The House of Representatives passed new legislation Friday afternoon which will substantially change the way Wall Street and consumer lenders do business.

By a vote of 223-202 lawmakers passed HR 4173, The Wall Street Reform and Consumer Protection Act.  The tally did not include a single Republican vote.

The 1280 page bill will strip most of the Federal Reserve's powers to write consumer-protection laws, creating instead the Consumer Financial Protection Agency (CFPA) a new and independent agency which will have, as its only responsibility protecting consumers from unfair and abusive financial products and services.  The legislation also establishes a council of regulators charged with identifying financial firms that are, in the parlance of today, too big to fail.  These systemically risky firms will be subject to increased oversight, standards, and regulation as well as a process for shutting down, without a taxpayer bailout, those that get into trouble.  Critics say that the bill allows for breaking up even healthy institutions if regulators feel they are too large.

The law incorporates portions of an bill passed earlier this year by the house that outlawed many of the practices that led to the subprime leading debacle and established a simple standard for home loans:  institutions are responsible to ensure that borrowers can repay the loans they are sold.

Executive compensation is also subject to controls written in the bills which give stockholders the right to vote on executive compensation including pay and so-called golden parachutes and requires companies to disclose incentive-based compensation plans.

The bill will require dealers and major swap participants to clear swap transactions and exchange them on an electronic platform.  The bill defines a major swap participant as anyone that maintains a substantial net position in swaps, exclusive of hedging for commercial risk, or whose positions create such significant exposure to others that it requires monitoring.

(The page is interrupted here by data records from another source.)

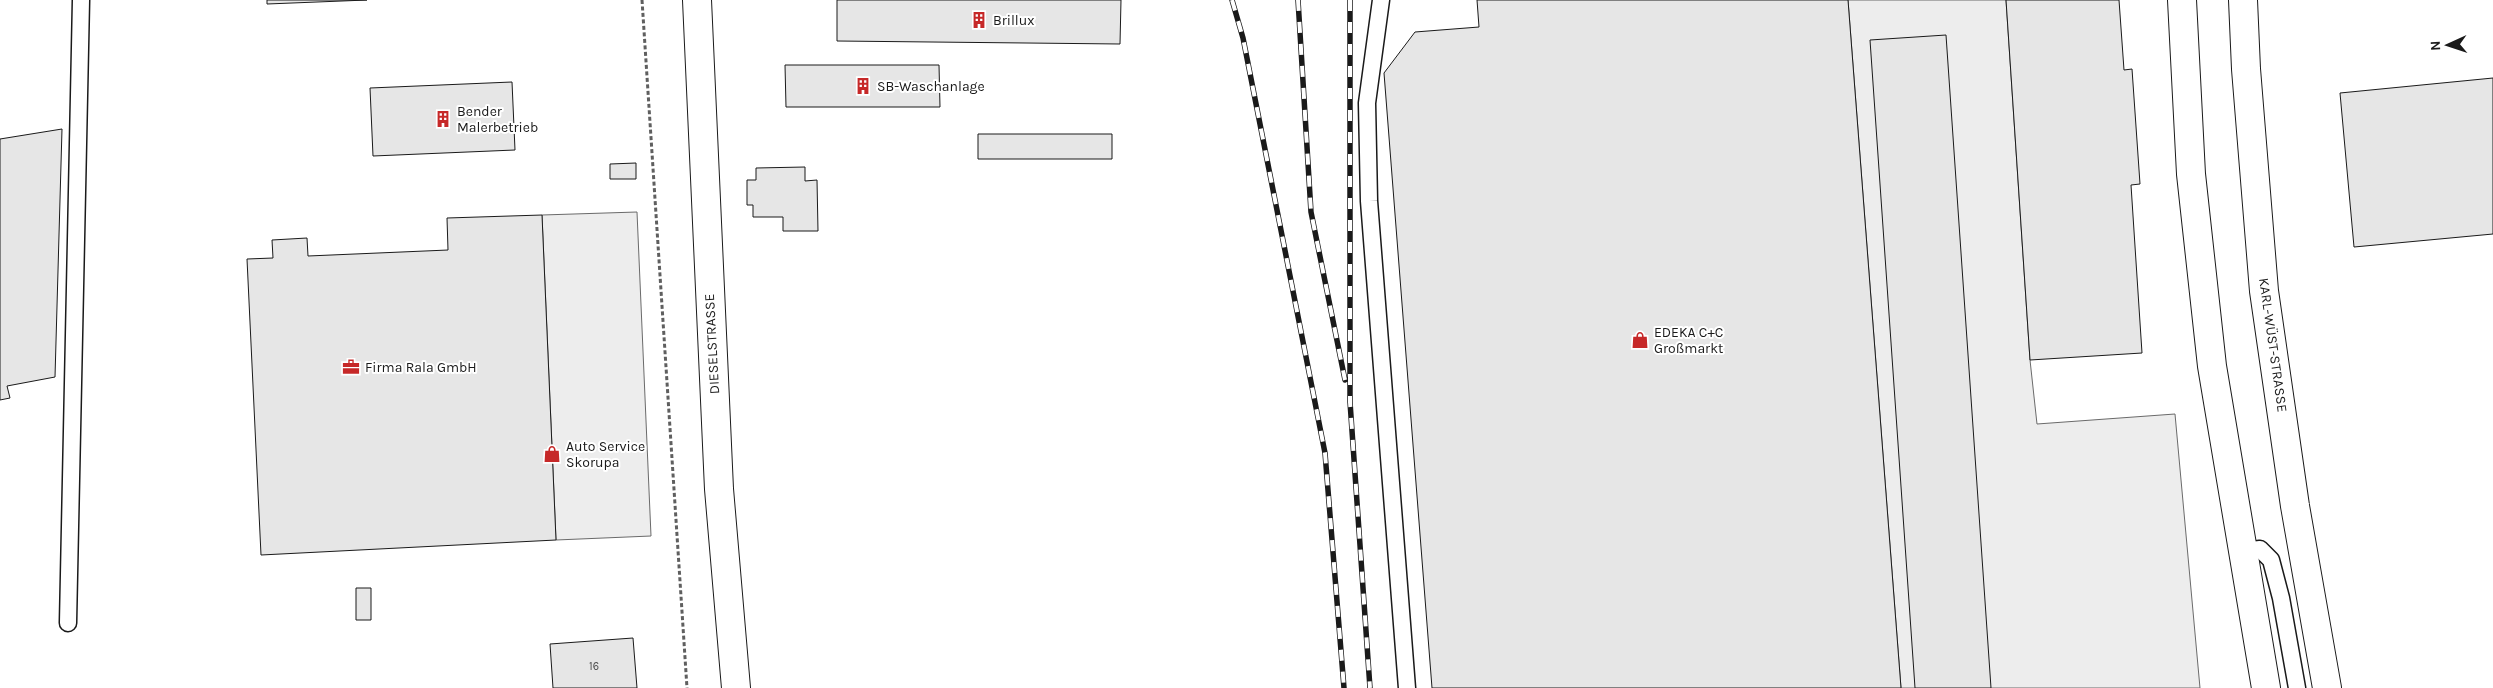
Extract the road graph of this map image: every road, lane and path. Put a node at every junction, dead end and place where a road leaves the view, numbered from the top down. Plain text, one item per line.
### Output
1 (81, 0) edge
2 (642, 0) edge
3 (697, 0) edge
4 (1381, 0) edge
5 (2182, 0) edge
6 (2243, 0) edge
7 (2243, 551) junction
8 (68, 623) dead end
9 (687, 688) edge
10 (736, 688) edge
11 (1407, 688) edge
12 (2266, 688) edge
13 (2297, 688) edge
14 (2328, 688) edge

1 - 8 lane
2 - 9 path
3 - 10 main road, DIESELSTRASSE
4 - 11 lane
5 - 7 main road
6 - 14 main road, KARL-WÜST-STRASSE
7 - 12 main road
7 - 13 lane

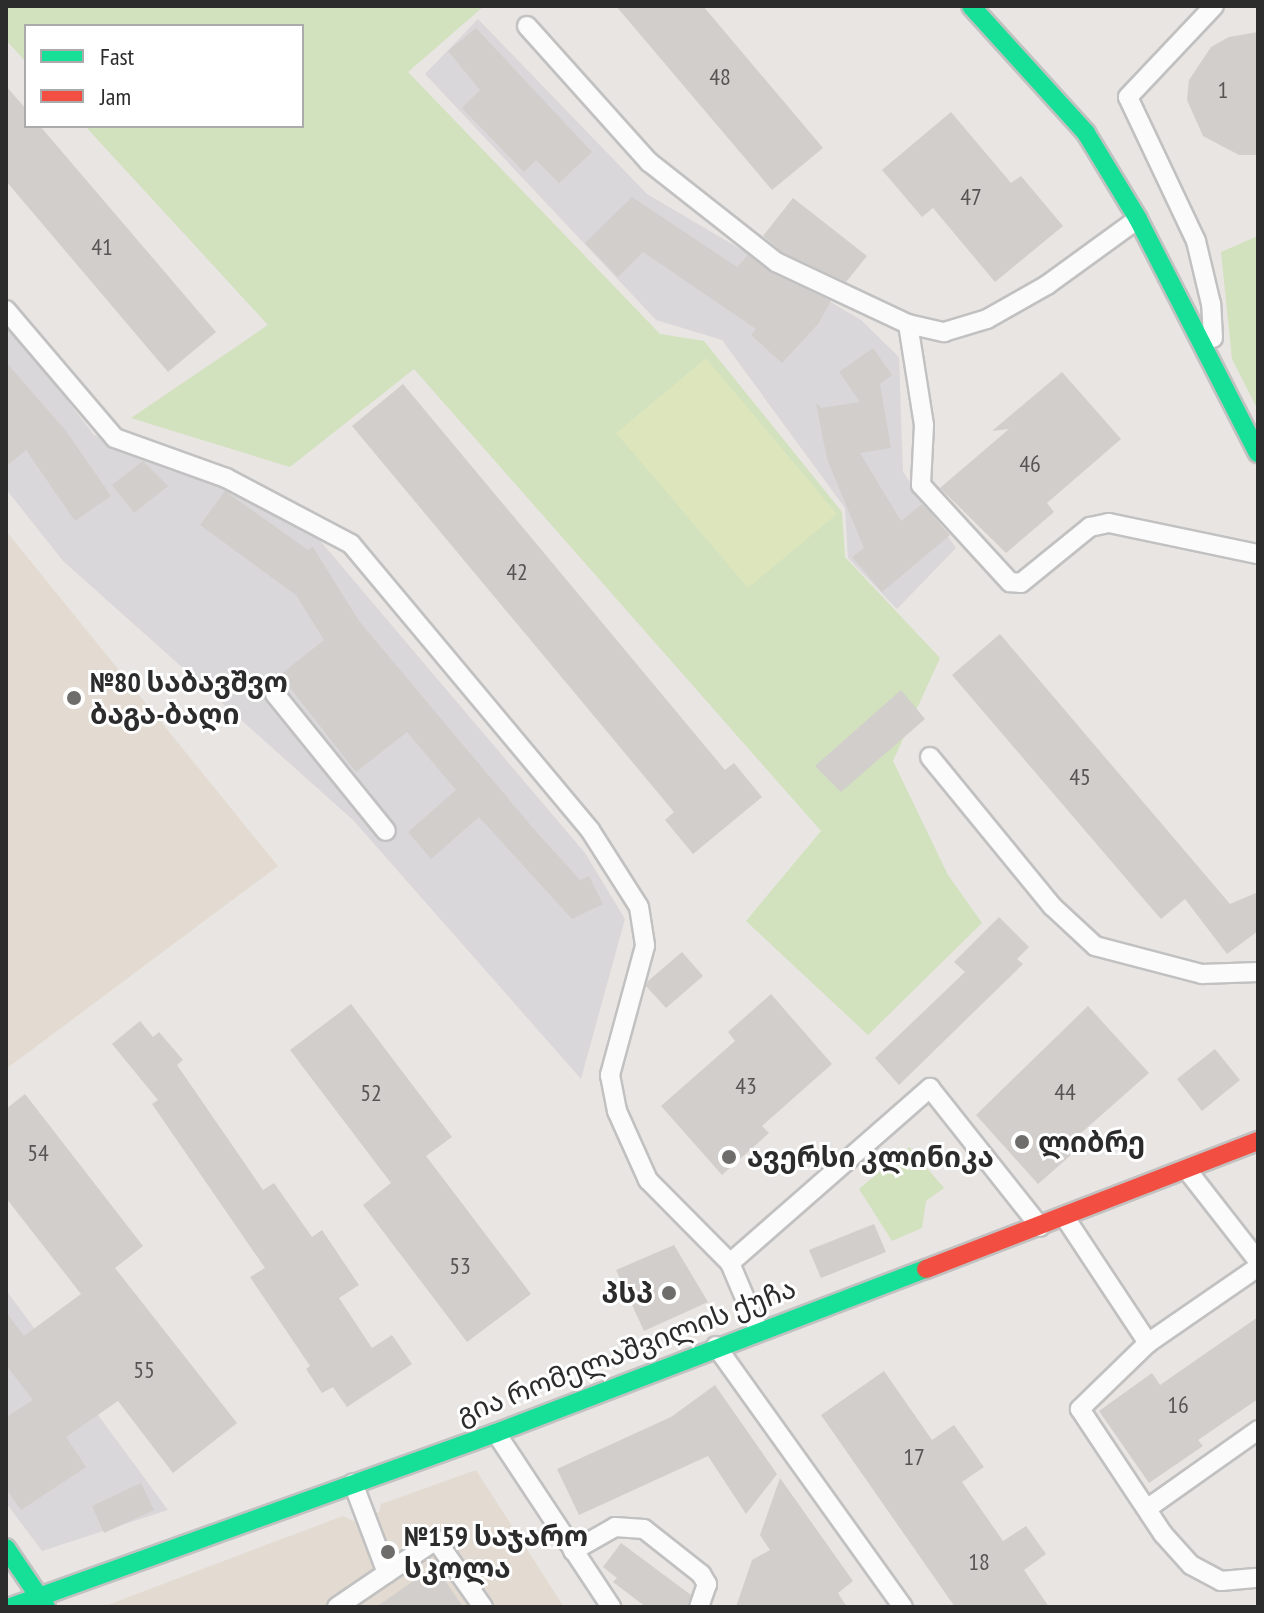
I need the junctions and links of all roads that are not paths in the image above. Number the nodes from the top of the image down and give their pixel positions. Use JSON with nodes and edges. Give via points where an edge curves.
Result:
{"nodes":[{"id":1,"x":971,"y":6,"type":"edge"},
{"id":2,"x":1214,"y":6,"type":"edge"},
{"id":3,"x":527,"y":26,"type":"dead end"},
{"id":4,"x":1138,"y":219,"type":"junction"},
{"id":5,"x":6,"y":310,"type":"edge"},
{"id":6,"x":908,"y":324,"type":"junction"},
{"id":7,"x":1216,"y":373,"type":"junction"},
{"id":8,"x":1258,"y":453,"type":"edge"},
{"id":9,"x":1258,"y":554,"type":"edge"},
{"id":10,"x":275,"y":694,"type":"dead end"},
{"id":11,"x":930,"y":757,"type":"dead end"},
{"id":12,"x":386,"y":831,"type":"dead end"},
{"id":13,"x":1258,"y":972,"type":"edge"},
{"id":14,"x":1258,"y":1141,"type":"edge"},
{"id":15,"x":1187,"y":1170,"type":"junction"},
{"id":16,"x":1066,"y":1219,"type":"junction"},
{"id":17,"x":1040,"y":1227,"type":"junction"},
{"id":18,"x":730,"y":1263,"type":"junction"},
{"id":19,"x":1258,"y":1264,"type":"edge"},
{"id":20,"x":758,"y":1329,"type":"junction"},
{"id":21,"x":1148,"y":1343,"type":"junction"},
{"id":22,"x":716,"y":1345,"type":"junction"},
{"id":23,"x":1258,"y":1430,"type":"edge"},
{"id":24,"x":496,"y":1433,"type":"junction"},
{"id":25,"x":352,"y":1481,"type":"junction"},
{"id":26,"x":1148,"y":1508,"type":"junction"},
{"id":27,"x":6,"y":1548,"type":"edge"},
{"id":28,"x":573,"y":1551,"type":"junction"},
{"id":29,"x":387,"y":1573,"type":"junction"},
{"id":30,"x":1258,"y":1578,"type":"edge"},
{"id":31,"x":44,"y":1602,"type":"edge"},
{"id":32,"x":11,"y":1607,"type":"edge"},
{"id":33,"x":337,"y":1607,"type":"edge"},
{"id":34,"x":483,"y":1607,"type":"edge"},
{"id":35,"x":611,"y":1607,"type":"edge"},
{"id":36,"x":699,"y":1607,"type":"edge"},
{"id":37,"x":903,"y":1607,"type":"edge"}],
"edges":[{"from":1,"to":4,"type":"street","via":[[1086,133]]},
{"from":2,"to":7,"type":"lane","via":[[1128,97],[1196,241],[1211,304]]},
{"from":3,"to":6,"type":"lane","via":[[660,172],[776,262]]},
{"from":4,"to":6,"type":"lane","via":[[1047,285],[987,319],[944,332]]},
{"from":4,"to":7,"type":"street"},
{"from":5,"to":18,"type":"lane","via":[[115,438],[226,478],[351,544],[590,830],[639,907],[645,946],[610,1075],[617,1111],[648,1180]]},
{"from":6,"to":9,"type":"lane","via":[[924,425],[921,485],[1010,582],[1021,583],[1090,527],[1109,523]]},
{"from":7,"to":8,"type":"street"},
{"from":10,"to":12,"type":"lane"},
{"from":11,"to":13,"type":"lane","via":[[1052,906],[1095,946],[1202,974]]},
{"from":14,"to":15,"type":"street","name":"გია რომელაშვილის ქუჩა"},
{"from":15,"to":16,"type":"street","name":"გია რომელაშვილის ქუჩა"},
{"from":15,"to":19,"type":"lane"},
{"from":16,"to":17,"type":"street","name":"გია რომელაშვილის ქუჩა"},
{"from":16,"to":21,"type":"lane"},
{"from":17,"to":18,"type":"lane","via":[[930,1088]]},
{"from":17,"to":20,"type":"street","name":"გია რომელაშვილის ქუჩა"},
{"from":18,"to":20,"type":"lane"},
{"from":19,"to":21,"type":"lane"},
{"from":20,"to":22,"type":"street","name":"გია რომელაშვილის ქუჩა"},
{"from":21,"to":26,"type":"lane","via":[[1080,1409]]},
{"from":22,"to":24,"type":"street","name":"გია რომელაშვილის ქუჩა"},
{"from":22,"to":37,"type":"lane"},
{"from":23,"to":26,"type":"lane"},
{"from":24,"to":25,"type":"street","name":"გია რომელაშვილის ქუჩა"},
{"from":24,"to":28,"type":"lane"},
{"from":25,"to":29,"type":"lane"},
{"from":25,"to":31,"type":"street","name":"გია რომელაშვილის ქუჩა"},
{"from":26,"to":30,"type":"lane","via":[[1191,1565],[1221,1581]]},
{"from":27,"to":31,"type":"street"},
{"from":28,"to":35,"type":"lane"},
{"from":28,"to":36,"type":"lane","via":[[615,1527],[644,1529],[701,1574],[707,1584]]},
{"from":29,"to":33,"type":"lane"},
{"from":29,"to":34,"type":"lane","via":[[436,1540]]},
{"from":31,"to":32,"type":"street","name":"გია რომელაშვილის ქუჩა"}]}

The Securities and Exchange Commission is given increased power and is authorized to conduct a study of the entire securities industry to identify needed reforms to prevent future problems such as the Madoff ponzi operation. 

Lastly the bill requires hedge funds to register with the SEC where they will be subject to systemic risk regulation by a financial stability regulator. 

Wall Street and banks have fought hard against the House bill and can be expected to continue the battle in the Senate.  Major financial corporations have complained that the bill, especially the consumer protection agency, establishes merely another level of bureaucracy.  Opponents of the bill won one victory in the House, successfully defeating an amendment which would have allowed bankruptcy judges to "cram down" the balance of a mortgage to reflect the current value of the collateral.

In a letter sent last week to the chairperson and ranking member of the House Committee on Rules a group of mortgage associations expressed concern about one requirement in the bill.  The letter, signed by the Community Mortgage Banking Project, the National Home Builders Association, the Mortgage Bankers Association and four other groups said that "the language establishing an across-the-board credit risk retention requirement will raise consumer borrowing costs and limit the availability of affordable mortgage options."  The signers said that they supported the concept of establishing accountability requirements for lenders but wanted a "more prudent approach..."based on the level of risk with a clear distinction for safe, sound and simple mortgages," and asking for an exemption from the requirements for commercial and multifamily real estate transactions "where the risks are well defined and understood."